About this exercise - The entries are to be output once more, word for word.

[Collected data]
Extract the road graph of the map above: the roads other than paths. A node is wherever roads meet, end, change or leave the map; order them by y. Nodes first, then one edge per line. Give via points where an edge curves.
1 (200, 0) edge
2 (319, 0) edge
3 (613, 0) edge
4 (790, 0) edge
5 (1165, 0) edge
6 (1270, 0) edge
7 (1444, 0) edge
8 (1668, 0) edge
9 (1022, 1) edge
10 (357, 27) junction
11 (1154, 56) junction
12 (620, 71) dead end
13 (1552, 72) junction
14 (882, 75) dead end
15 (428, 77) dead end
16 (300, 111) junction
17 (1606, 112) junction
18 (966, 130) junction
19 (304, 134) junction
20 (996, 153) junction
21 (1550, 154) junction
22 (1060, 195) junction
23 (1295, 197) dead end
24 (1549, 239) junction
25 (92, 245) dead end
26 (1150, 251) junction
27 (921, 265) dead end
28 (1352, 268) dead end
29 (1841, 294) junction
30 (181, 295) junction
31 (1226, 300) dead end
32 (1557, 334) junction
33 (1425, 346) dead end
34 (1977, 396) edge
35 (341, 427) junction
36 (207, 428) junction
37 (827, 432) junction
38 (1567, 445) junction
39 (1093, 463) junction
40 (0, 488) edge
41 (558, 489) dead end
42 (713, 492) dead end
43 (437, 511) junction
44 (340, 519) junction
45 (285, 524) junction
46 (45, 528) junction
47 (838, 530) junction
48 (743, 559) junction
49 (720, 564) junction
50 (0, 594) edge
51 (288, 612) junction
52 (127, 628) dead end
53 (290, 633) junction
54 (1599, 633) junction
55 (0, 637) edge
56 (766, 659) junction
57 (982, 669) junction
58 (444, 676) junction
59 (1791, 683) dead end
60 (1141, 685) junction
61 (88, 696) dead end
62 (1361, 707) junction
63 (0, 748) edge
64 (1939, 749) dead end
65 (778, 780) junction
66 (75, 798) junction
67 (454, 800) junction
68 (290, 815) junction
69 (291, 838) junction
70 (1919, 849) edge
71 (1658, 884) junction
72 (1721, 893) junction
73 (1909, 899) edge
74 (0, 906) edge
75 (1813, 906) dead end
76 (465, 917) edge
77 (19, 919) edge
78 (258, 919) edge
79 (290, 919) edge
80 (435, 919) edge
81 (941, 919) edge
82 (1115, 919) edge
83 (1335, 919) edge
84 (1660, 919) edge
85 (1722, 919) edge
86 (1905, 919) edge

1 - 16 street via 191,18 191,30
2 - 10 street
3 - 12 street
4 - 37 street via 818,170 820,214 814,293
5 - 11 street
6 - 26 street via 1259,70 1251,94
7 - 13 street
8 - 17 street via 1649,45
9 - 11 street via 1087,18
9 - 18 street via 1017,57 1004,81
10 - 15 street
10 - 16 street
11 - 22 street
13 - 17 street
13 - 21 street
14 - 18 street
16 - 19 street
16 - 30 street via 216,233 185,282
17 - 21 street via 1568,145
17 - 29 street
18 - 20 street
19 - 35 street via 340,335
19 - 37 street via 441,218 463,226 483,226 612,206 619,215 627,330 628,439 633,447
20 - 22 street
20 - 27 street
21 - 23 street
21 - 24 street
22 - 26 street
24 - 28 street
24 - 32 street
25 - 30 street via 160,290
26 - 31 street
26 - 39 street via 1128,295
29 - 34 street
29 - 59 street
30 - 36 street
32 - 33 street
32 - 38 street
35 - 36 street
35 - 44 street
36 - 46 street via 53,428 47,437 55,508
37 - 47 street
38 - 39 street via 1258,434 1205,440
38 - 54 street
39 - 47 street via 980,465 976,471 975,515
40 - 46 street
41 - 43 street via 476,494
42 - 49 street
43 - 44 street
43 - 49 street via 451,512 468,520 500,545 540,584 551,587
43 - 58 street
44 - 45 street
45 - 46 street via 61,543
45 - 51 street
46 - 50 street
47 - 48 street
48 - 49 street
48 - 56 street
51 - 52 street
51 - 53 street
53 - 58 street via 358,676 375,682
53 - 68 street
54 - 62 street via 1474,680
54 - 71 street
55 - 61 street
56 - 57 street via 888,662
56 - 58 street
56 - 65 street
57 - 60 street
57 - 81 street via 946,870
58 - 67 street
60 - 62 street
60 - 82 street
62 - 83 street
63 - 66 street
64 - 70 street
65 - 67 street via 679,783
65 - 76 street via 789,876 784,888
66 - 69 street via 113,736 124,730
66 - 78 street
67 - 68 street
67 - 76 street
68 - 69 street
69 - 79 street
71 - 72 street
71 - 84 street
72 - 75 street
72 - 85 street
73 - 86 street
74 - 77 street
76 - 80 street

Response area -
Extract the road graph of the map above: the roads other than paths. A node is wherever roads meet, end, change or leave the map; order them by y. Nodes first, then one edge per line. Give via points where an edge curves.
1 (200, 0) edge
2 (319, 0) edge
3 (613, 0) edge
4 (790, 0) edge
5 (1165, 0) edge
6 (1270, 0) edge
7 (1444, 0) edge
8 (1668, 0) edge
9 (1022, 1) edge
10 (357, 27) junction
11 (1154, 56) junction
12 (620, 71) dead end
13 (1552, 72) junction
14 (882, 75) dead end
15 (428, 77) dead end
16 (300, 111) junction
17 (1606, 112) junction
18 (966, 130) junction
19 (304, 134) junction
20 (996, 153) junction
21 (1550, 154) junction
22 (1060, 195) junction
23 (1295, 197) dead end
24 (1549, 239) junction
25 (92, 245) dead end
26 (1150, 251) junction
27 (921, 265) dead end
28 (1352, 268) dead end
29 (1841, 294) junction
30 (181, 295) junction
31 (1226, 300) dead end
32 (1557, 334) junction
33 (1425, 346) dead end
34 (1977, 396) edge
35 (341, 427) junction
36 (207, 428) junction
37 (827, 432) junction
38 (1567, 445) junction
39 (1093, 463) junction
40 (0, 488) edge
41 (558, 489) dead end
42 (713, 492) dead end
43 (437, 511) junction
44 (340, 519) junction
45 (285, 524) junction
46 (45, 528) junction
47 (838, 530) junction
48 (743, 559) junction
49 (720, 564) junction
50 (0, 594) edge
51 (288, 612) junction
52 (127, 628) dead end
53 (290, 633) junction
54 (1599, 633) junction
55 (0, 637) edge
56 (766, 659) junction
57 (982, 669) junction
58 (444, 676) junction
59 (1791, 683) dead end
60 (1141, 685) junction
61 (88, 696) dead end
62 (1361, 707) junction
63 (0, 748) edge
64 (1939, 749) dead end
65 (778, 780) junction
66 (75, 798) junction
67 (454, 800) junction
68 (290, 815) junction
69 (291, 838) junction
70 (1919, 849) edge
71 (1658, 884) junction
72 (1721, 893) junction
73 (1909, 899) edge
74 (0, 906) edge
75 (1813, 906) dead end
76 (465, 917) edge
77 (19, 919) edge
78 (258, 919) edge
79 (290, 919) edge
80 (435, 919) edge
81 (941, 919) edge
82 (1115, 919) edge
83 (1335, 919) edge
84 (1660, 919) edge
85 (1722, 919) edge
86 (1905, 919) edge

1 - 16 street via 191,18 191,30
2 - 10 street
3 - 12 street
4 - 37 street via 818,170 820,214 814,293
5 - 11 street
6 - 26 street via 1259,70 1251,94
7 - 13 street
8 - 17 street via 1649,45
9 - 11 street via 1087,18
9 - 18 street via 1017,57 1004,81
10 - 15 street
10 - 16 street
11 - 22 street
13 - 17 street
13 - 21 street
14 - 18 street
16 - 19 street
16 - 30 street via 216,233 185,282
17 - 21 street via 1568,145
17 - 29 street
18 - 20 street
19 - 35 street via 340,335
19 - 37 street via 441,218 463,226 483,226 612,206 619,215 627,330 628,439 633,447
20 - 22 street
20 - 27 street
21 - 23 street
21 - 24 street
22 - 26 street
24 - 28 street
24 - 32 street
25 - 30 street via 160,290
26 - 31 street
26 - 39 street via 1128,295
29 - 34 street
29 - 59 street
30 - 36 street
32 - 33 street
32 - 38 street
35 - 36 street
35 - 44 street
36 - 46 street via 53,428 47,437 55,508
37 - 47 street
38 - 39 street via 1258,434 1205,440
38 - 54 street
39 - 47 street via 980,465 976,471 975,515
40 - 46 street
41 - 43 street via 476,494
42 - 49 street
43 - 44 street
43 - 49 street via 451,512 468,520 500,545 540,584 551,587
43 - 58 street
44 - 45 street
45 - 46 street via 61,543
45 - 51 street
46 - 50 street
47 - 48 street
48 - 49 street
48 - 56 street
51 - 52 street
51 - 53 street
53 - 58 street via 358,676 375,682
53 - 68 street
54 - 62 street via 1474,680
54 - 71 street
55 - 61 street
56 - 57 street via 888,662
56 - 58 street
56 - 65 street
57 - 60 street
57 - 81 street via 946,870
58 - 67 street
60 - 62 street
60 - 82 street
62 - 83 street
63 - 66 street
64 - 70 street
65 - 67 street via 679,783
65 - 76 street via 789,876 784,888
66 - 69 street via 113,736 124,730
66 - 78 street
67 - 68 street
67 - 76 street
68 - 69 street
69 - 79 street
71 - 72 street
71 - 84 street
72 - 75 street
72 - 85 street
73 - 86 street
74 - 77 street
76 - 80 street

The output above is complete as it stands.